- [Collected data]:
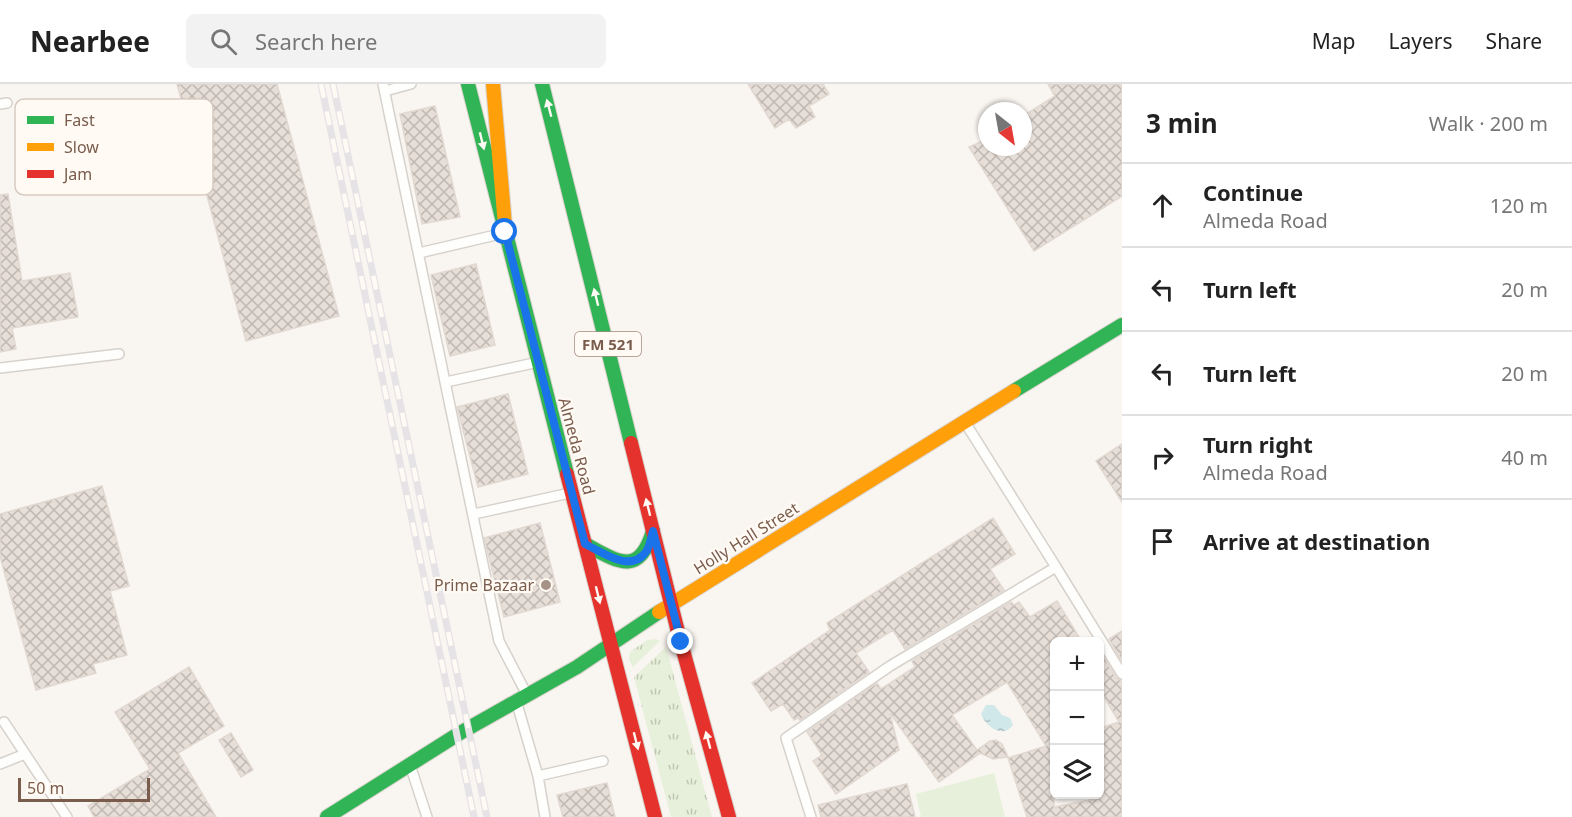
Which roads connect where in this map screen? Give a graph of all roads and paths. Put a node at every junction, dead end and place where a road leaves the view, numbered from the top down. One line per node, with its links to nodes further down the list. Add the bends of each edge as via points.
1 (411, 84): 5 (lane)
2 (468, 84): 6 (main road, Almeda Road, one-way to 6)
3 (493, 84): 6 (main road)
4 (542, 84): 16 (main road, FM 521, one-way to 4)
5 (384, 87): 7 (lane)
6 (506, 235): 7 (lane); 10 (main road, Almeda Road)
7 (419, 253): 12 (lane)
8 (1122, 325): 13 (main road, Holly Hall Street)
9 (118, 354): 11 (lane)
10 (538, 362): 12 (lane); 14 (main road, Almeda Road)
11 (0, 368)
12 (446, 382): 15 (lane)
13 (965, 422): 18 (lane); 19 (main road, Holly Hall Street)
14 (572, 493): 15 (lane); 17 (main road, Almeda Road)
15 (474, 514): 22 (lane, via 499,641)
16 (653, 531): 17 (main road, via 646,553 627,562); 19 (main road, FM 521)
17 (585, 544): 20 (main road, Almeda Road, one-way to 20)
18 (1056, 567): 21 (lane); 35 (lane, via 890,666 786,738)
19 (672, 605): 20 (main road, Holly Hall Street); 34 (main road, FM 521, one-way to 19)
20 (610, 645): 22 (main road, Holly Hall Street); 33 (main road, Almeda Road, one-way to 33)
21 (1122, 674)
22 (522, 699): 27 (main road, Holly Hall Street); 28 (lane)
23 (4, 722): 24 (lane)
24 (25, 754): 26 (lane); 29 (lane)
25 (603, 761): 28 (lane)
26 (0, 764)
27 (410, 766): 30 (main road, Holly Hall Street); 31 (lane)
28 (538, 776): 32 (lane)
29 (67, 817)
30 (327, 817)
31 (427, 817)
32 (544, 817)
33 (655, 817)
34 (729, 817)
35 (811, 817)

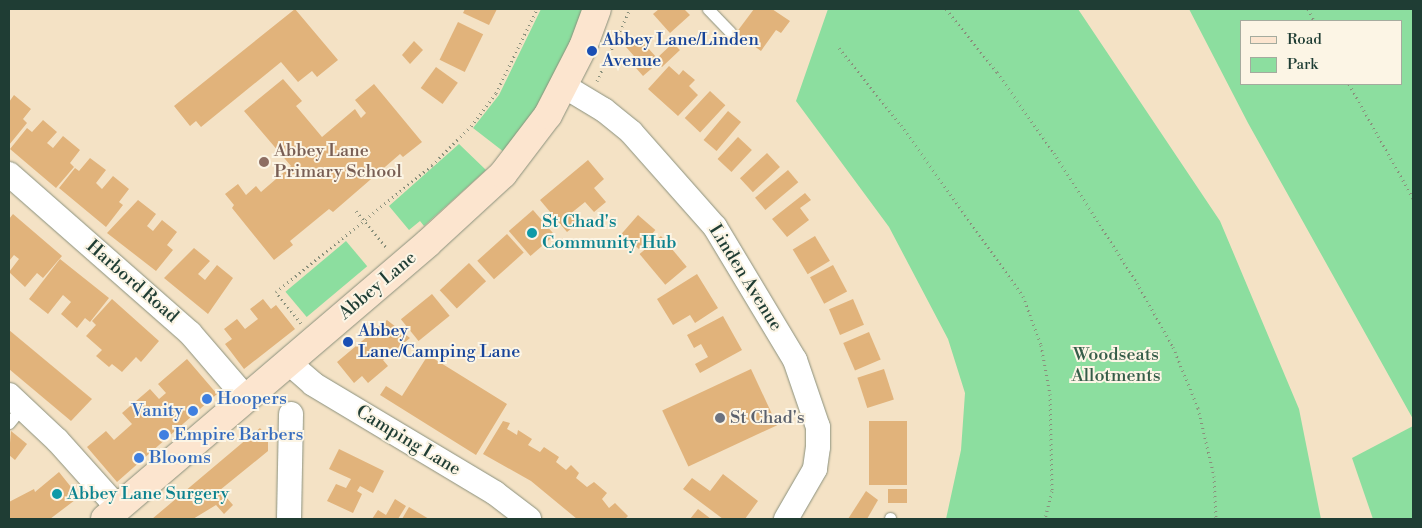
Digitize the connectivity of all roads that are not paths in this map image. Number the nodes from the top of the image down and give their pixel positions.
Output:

- [WHAT IS EXPECTED]:
Return precisely the lines of the records, starting with the line that holds "Digitize the connectivity" and ending with the last one.

- [PROBLEM SOLUTION]:
Digitize the connectivity of all roads that are not paths in this map image. Number the nodes from the top of the image down and give their pixel positions.
Output:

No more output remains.